:: TASK DATA ::
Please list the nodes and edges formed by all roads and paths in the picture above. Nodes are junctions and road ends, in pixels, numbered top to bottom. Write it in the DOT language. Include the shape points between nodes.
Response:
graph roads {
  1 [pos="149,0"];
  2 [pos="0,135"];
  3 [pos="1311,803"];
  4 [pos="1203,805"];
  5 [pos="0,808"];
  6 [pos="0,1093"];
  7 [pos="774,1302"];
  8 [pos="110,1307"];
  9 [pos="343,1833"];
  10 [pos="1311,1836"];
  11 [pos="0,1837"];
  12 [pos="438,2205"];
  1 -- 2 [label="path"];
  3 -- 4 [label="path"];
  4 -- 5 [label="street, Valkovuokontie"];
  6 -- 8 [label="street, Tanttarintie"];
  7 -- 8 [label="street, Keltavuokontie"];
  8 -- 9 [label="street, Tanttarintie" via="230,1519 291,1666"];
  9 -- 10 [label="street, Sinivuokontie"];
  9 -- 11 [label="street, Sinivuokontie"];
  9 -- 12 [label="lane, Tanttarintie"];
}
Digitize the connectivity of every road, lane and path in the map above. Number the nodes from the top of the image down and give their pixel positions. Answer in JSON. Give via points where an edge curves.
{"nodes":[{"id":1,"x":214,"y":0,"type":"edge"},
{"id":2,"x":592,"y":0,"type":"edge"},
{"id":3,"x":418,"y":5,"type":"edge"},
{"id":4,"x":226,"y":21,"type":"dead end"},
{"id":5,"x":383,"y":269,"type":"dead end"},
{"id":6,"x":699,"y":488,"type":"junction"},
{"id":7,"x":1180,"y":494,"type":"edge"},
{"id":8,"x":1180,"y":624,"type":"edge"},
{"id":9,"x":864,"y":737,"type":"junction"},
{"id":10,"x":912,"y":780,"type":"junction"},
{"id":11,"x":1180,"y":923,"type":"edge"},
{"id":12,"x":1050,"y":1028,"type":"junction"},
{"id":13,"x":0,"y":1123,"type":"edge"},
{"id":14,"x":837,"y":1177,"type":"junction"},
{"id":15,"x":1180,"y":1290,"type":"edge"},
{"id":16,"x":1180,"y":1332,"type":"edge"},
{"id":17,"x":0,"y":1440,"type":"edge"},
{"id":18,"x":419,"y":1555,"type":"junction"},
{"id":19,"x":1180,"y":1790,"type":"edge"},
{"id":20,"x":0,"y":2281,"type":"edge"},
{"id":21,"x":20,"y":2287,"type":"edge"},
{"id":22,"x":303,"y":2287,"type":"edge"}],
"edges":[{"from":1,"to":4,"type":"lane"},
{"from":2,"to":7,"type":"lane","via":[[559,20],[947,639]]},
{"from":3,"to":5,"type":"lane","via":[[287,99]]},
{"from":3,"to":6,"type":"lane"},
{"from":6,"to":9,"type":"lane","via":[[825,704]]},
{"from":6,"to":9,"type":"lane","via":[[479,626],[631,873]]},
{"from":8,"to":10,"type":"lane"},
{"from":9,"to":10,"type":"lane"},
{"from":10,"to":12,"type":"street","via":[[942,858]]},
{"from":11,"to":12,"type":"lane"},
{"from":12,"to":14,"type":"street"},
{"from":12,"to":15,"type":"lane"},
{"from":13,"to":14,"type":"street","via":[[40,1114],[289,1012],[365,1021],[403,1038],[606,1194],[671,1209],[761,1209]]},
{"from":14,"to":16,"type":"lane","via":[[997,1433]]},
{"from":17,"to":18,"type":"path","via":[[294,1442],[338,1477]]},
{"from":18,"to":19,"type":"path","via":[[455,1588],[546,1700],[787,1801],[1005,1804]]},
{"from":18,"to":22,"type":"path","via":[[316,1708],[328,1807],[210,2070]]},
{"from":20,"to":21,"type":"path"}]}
:::
◆ EXERCISE DETAILS: All of the data above must be retyped exactly.

◆ RESULT FOR THIS TASK:
Please list the nodes and edges formed by all roads and paths in the picture above. Nodes are junctions and road ends, in pixels, numbered top to bottom. Write it in the DOT language. Include the shape points between nodes.
Response:
graph roads {
  1 [pos="149,0"];
  2 [pos="0,135"];
  3 [pos="1311,803"];
  4 [pos="1203,805"];
  5 [pos="0,808"];
  6 [pos="0,1093"];
  7 [pos="774,1302"];
  8 [pos="110,1307"];
  9 [pos="343,1833"];
  10 [pos="1311,1836"];
  11 [pos="0,1837"];
  12 [pos="438,2205"];
  1 -- 2 [label="path"];
  3 -- 4 [label="path"];
  4 -- 5 [label="street, Valkovuokontie"];
  6 -- 8 [label="street, Tanttarintie"];
  7 -- 8 [label="street, Keltavuokontie"];
  8 -- 9 [label="street, Tanttarintie" via="230,1519 291,1666"];
  9 -- 10 [label="street, Sinivuokontie"];
  9 -- 11 [label="street, Sinivuokontie"];
  9 -- 12 [label="lane, Tanttarintie"];
}
Digitize the connectivity of every road, lane and path in the map above. Number the nodes from the top of the image down and give their pixel positions. Answer in JSON. Give via points where an edge curves.
{"nodes":[{"id":1,"x":214,"y":0,"type":"edge"},
{"id":2,"x":592,"y":0,"type":"edge"},
{"id":3,"x":418,"y":5,"type":"edge"},
{"id":4,"x":226,"y":21,"type":"dead end"},
{"id":5,"x":383,"y":269,"type":"dead end"},
{"id":6,"x":699,"y":488,"type":"junction"},
{"id":7,"x":1180,"y":494,"type":"edge"},
{"id":8,"x":1180,"y":624,"type":"edge"},
{"id":9,"x":864,"y":737,"type":"junction"},
{"id":10,"x":912,"y":780,"type":"junction"},
{"id":11,"x":1180,"y":923,"type":"edge"},
{"id":12,"x":1050,"y":1028,"type":"junction"},
{"id":13,"x":0,"y":1123,"type":"edge"},
{"id":14,"x":837,"y":1177,"type":"junction"},
{"id":15,"x":1180,"y":1290,"type":"edge"},
{"id":16,"x":1180,"y":1332,"type":"edge"},
{"id":17,"x":0,"y":1440,"type":"edge"},
{"id":18,"x":419,"y":1555,"type":"junction"},
{"id":19,"x":1180,"y":1790,"type":"edge"},
{"id":20,"x":0,"y":2281,"type":"edge"},
{"id":21,"x":20,"y":2287,"type":"edge"},
{"id":22,"x":303,"y":2287,"type":"edge"}],
"edges":[{"from":1,"to":4,"type":"lane"},
{"from":2,"to":7,"type":"lane","via":[[559,20],[947,639]]},
{"from":3,"to":5,"type":"lane","via":[[287,99]]},
{"from":3,"to":6,"type":"lane"},
{"from":6,"to":9,"type":"lane","via":[[825,704]]},
{"from":6,"to":9,"type":"lane","via":[[479,626],[631,873]]},
{"from":8,"to":10,"type":"lane"},
{"from":9,"to":10,"type":"lane"},
{"from":10,"to":12,"type":"street","via":[[942,858]]},
{"from":11,"to":12,"type":"lane"},
{"from":12,"to":14,"type":"street"},
{"from":12,"to":15,"type":"lane"},
{"from":13,"to":14,"type":"street","via":[[40,1114],[289,1012],[365,1021],[403,1038],[606,1194],[671,1209],[761,1209]]},
{"from":14,"to":16,"type":"lane","via":[[997,1433]]},
{"from":17,"to":18,"type":"path","via":[[294,1442],[338,1477]]},
{"from":18,"to":19,"type":"path","via":[[455,1588],[546,1700],[787,1801],[1005,1804]]},
{"from":18,"to":22,"type":"path","via":[[316,1708],[328,1807],[210,2070]]},
{"from":20,"to":21,"type":"path"}]}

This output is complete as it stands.